Multi-objective optimal power flow of thermal-wind-solar power system using an adaptive geometry estimation based multi-objective differential evolution

Abstract

Sustainable energy is a key component of sustainable development. The current grid can be supplied by fossil fuel generators and renewable energy sources (RESs)-based generators, such as solar photovoltaic (PV) and wind power generators. In an electrical network, power generation from several sources must be optimally coordinated to ensure efficient and economical operation. However, the intermittent and uncertain nature of RESs complicate the operation of power systems. In this study, an adaptive geometry estimation-based multi-objective differential evolution (AGE-MODE) method is proposed for multi-objective optimal power flow in a hybrid power system of thermal, wind, and solar energy sources (MOOPF-TWS).
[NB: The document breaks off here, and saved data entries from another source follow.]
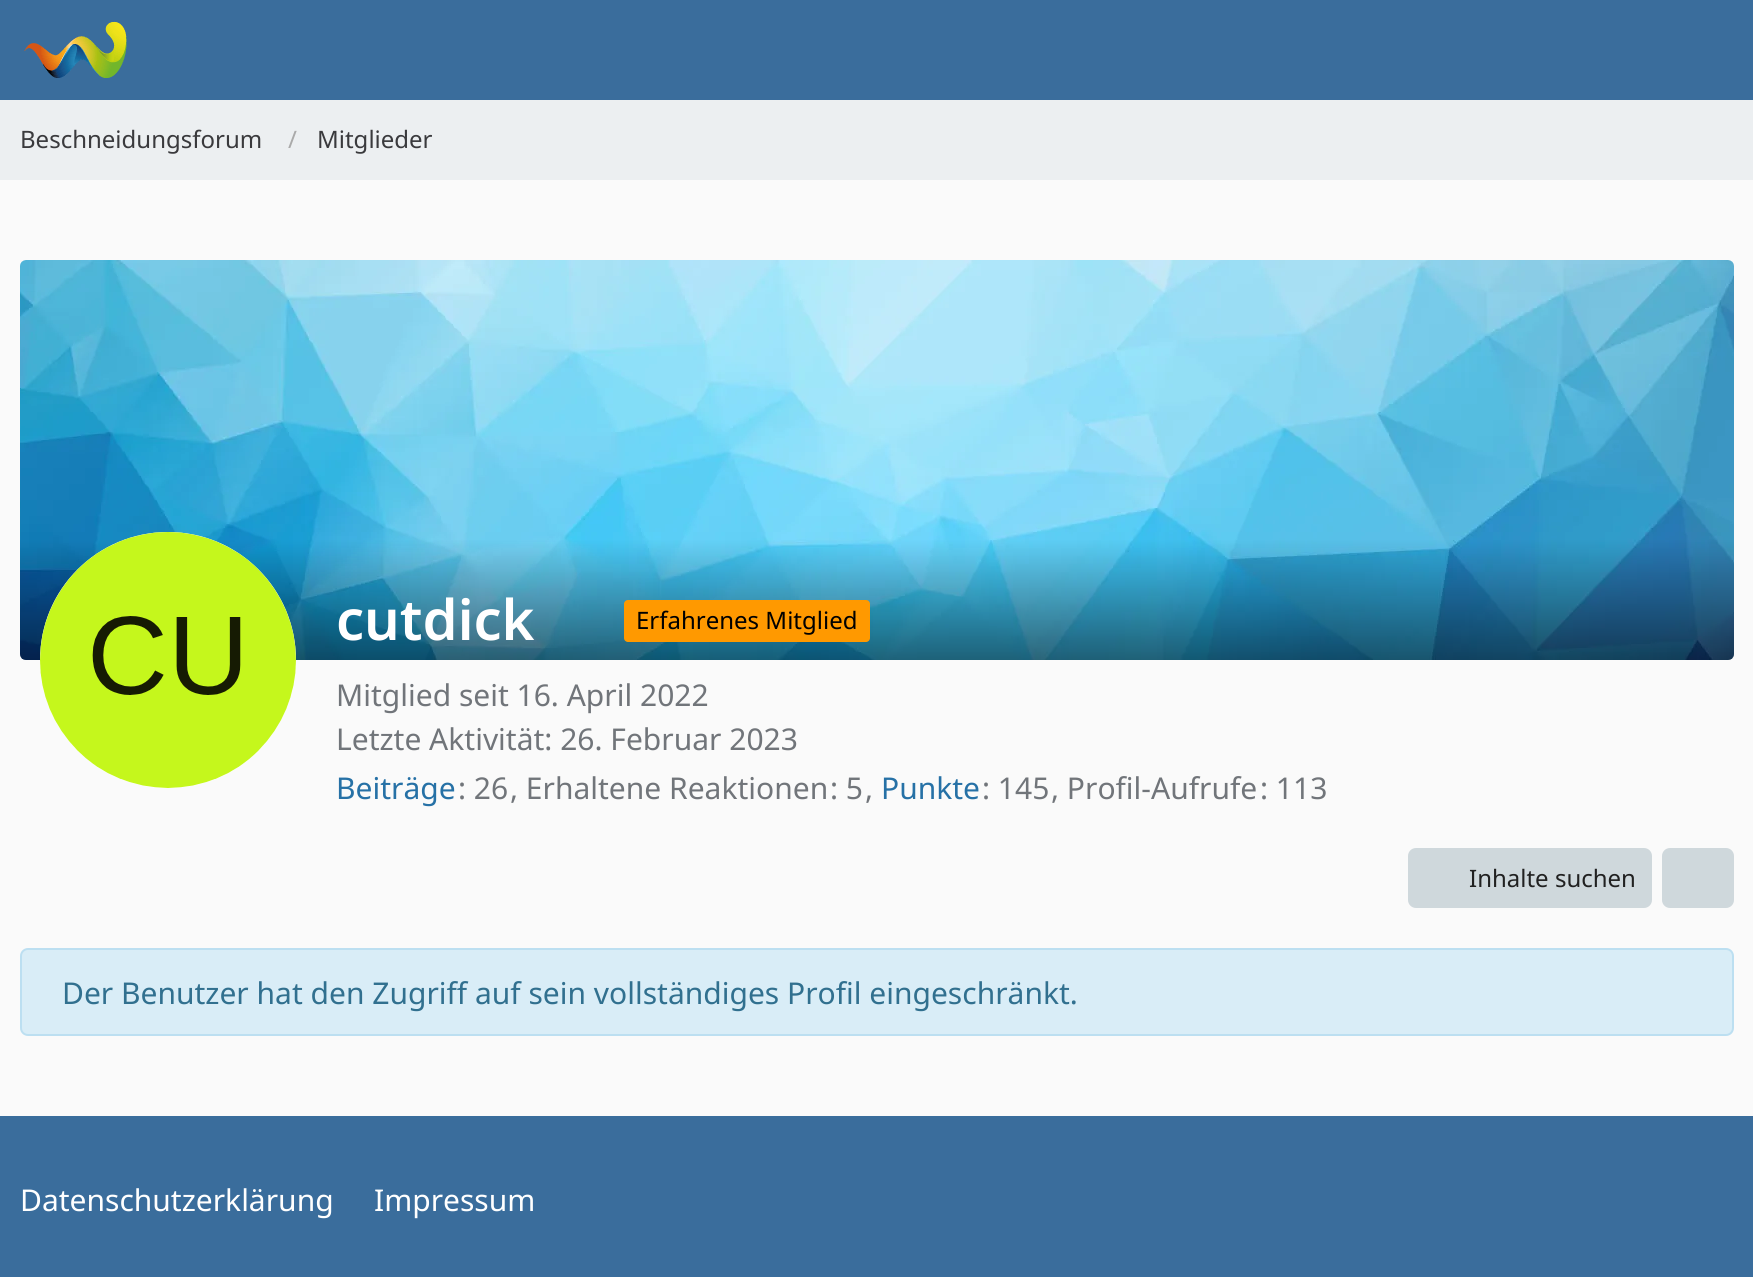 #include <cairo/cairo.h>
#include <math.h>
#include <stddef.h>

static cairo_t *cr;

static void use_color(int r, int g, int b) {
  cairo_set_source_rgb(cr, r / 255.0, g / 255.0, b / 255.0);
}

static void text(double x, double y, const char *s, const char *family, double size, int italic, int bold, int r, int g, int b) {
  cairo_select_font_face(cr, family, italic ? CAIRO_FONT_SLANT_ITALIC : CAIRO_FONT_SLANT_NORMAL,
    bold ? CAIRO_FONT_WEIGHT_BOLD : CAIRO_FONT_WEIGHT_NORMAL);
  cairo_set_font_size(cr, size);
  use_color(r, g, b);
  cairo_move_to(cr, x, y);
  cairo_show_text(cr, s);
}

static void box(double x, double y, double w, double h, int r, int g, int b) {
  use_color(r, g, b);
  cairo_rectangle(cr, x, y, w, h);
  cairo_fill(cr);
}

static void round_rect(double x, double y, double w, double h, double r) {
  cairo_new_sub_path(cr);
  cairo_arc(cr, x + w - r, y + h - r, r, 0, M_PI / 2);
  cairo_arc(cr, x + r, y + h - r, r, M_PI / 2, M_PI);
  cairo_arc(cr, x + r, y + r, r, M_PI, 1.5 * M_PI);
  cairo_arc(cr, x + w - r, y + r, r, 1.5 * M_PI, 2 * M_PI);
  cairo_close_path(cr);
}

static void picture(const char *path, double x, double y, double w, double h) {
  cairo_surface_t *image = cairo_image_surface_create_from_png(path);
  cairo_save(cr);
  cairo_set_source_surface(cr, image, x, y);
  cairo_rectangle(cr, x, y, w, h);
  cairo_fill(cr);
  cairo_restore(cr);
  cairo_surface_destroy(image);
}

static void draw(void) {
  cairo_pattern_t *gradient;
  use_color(250, 250, 250);
  cairo_paint(cr);
  box(0, 0, 1753, 100, 58, 109, 156);
  picture("img_01.png", 24, 21, 103, 57);
  box(0, 100, 1753, 80, 236, 239, 241);
  picture("img_02.png", 20, 260, 1714, 400);
  gradient = cairo_pattern_create_linear(877, 260, 877, 660);
  cairo_pattern_add_color_stop_rgba(gradient, 0.7, 0, 0, 0, 0);
  cairo_pattern_add_color_stop_rgba(gradient, 1, 0, 0, 0, 0.5);
  cairo_set_source(cr, gradient);
  cairo_pattern_destroy(gradient);
  cairo_new_path(cr);
  cairo_move_to(cr, 20, 260);
  cairo_line_to(cr, 1734, 260);
  cairo_line_to(cr, 1734, 654);
  cairo_curve_to(cr, 1734, 657.5, 1731.5, 660, 1728, 660);
  cairo_line_to(cr, 26, 660);
  cairo_curve_to(cr, 22.5, 660, 20, 657.5, 20, 654);
  cairo_close_path(cr);
  cairo_fill(cr);
  use_color(255, 255, 255);
  cairo_arc(cr, 168, 660, 128, 0, 2 * M_PI);
  cairo_fill(cr);
  picture("img_03.png", 40, 532, 256, 256);
  use_color(255, 153, 0);
  round_rect(624, 600, 246, 42, 4);
  cairo_fill(cr);
  use_color(207, 216, 220);
  round_rect(1408, 848, 244, 60, 8);
  cairo_fill(cr);
  round_rect(1662, 848, 72, 60, 8);
  cairo_fill(cr);
  use_color(217, 237, 247);
  round_rect(21, 949, 1712, 86, 7);
  cairo_fill_preserve(cr);
  use_color(188, 223, 241);
  cairo_stroke(cr);
  box(0, 1116, 1753, 161, 58, 109, 156);
  text(20, 148, "Beschneidungsforum", "Noto Sans", 24, 0, 0, 58, 58, 61);
  text(288, 148, "/", "Noto Sans", 24, 0, 0, 170, 170, 170);
  text(317, 148, "Mitglieder", "Noto Sans", 24, 0, 0, 58, 58, 61);
  text(336, 640, "cutdick", "Noto Sans SemiBold", 56, 0, 0, 255, 255, 255);
  text(636, 629, "Erfahrenes Mitglied", "Noto Sans", 24, 0, 0, 0, 0, 0);
  text(336, 706, "Mitglied seit 16. April 2022", "Noto Sans", 30, 0, 0, 113, 117, 122);
  text(336, 750, "Letzte Aktivität: 26. Februar 2023", "Noto Sans", 30, 0, 0, 113, 117, 122);
  text(336, 799, "Beiträge", "Noto Sans", 30, 0, 0, 38, 113, 166);
  text(458, 799, ": 26", "Noto Sans", 30, 0, 0, 113, 117, 122);
  text(510, 799, ", Erhaltene Reaktionen", "Noto Sans", 30, 0, 0, 113, 117, 122);
  text(830, 799, ": 5", "Noto Sans", 30, 0, 0, 113, 117, 122);
  text(865, 799, ",", "Noto Sans", 30, 0, 0, 113, 117, 122);
  text(881, 799, "Punkte", "Noto Sans", 30, 0, 0, 38, 113, 166);
  text(982, 799, ": 145", "Noto Sans", 30, 0, 0, 113, 117, 122);
  text(1051, 799, ", Profil-Aufrufe", "Noto Sans", 30, 0, 0, 113, 117, 122);
  text(1260, 799, ": 113", "Noto Sans", 30, 0, 0, 113, 117, 122);
  text(1469, 887, "Inhalte suchen", "Noto Sans", 24, 0, 0, 33, 33, 33);
  text(62, 1004, "Der Benutzer hat den Zugriff auf sein vollständiges Profil eingeschränkt.", "Noto Sans", 30, 0, 0, 49, 112, 143);
  text(20, 1211, "Datenschutzerklärung", "Noto Sans", 30, 0, 0, 255, 255, 255);
  text(374, 1211, "Impressum", "Noto Sans", 30, 0, 0, 255, 255, 255);
}

int main(void) {
  cairo_surface_t *surface = cairo_image_surface_create(CAIRO_FORMAT_RGB24, 1753, 1277);
  cr = cairo_create(surface);
  cairo_font_options_t *options = cairo_font_options_create();
  cairo_font_options_set_hint_metrics(options, CAIRO_HINT_METRICS_OFF);
  cairo_font_options_set_hint_style(options, CAIRO_HINT_STYLE_NONE);
  cairo_set_font_options(cr, options);
  cairo_set_miter_limit(cr, 4);
  draw();
  cairo_surface_write_to_png(surface, "out.png");
  cairo_font_options_destroy(options);
  cairo_destroy(cr);
  cairo_surface_destroy(surface);
  return 0;
}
In the proposed approach, wind and solar PV power outputs are predicted based on Weibull and lognormal probability distribution functions, respectively. Therefore, the generation costs for solar and wind power can be divided into direct costs, penalty costs for underestimation, and reserve costs for overestimation. Furthermore, the emissions, voltage deviation, and real power loss are considered in particular cases. AGE-MODE is applied to modified IEEE 30-bus and 57-bus systems, where different case studies are simulated with combinations of two-, three-, and four-objective optimizations in MOOPF-TWS problems. Comparisons between AGE-MODE and other recently developed multi-objective methods demonstrate its effectiveness in resolving MOOPF-TWS problems, particularly for cases with more than two objectives.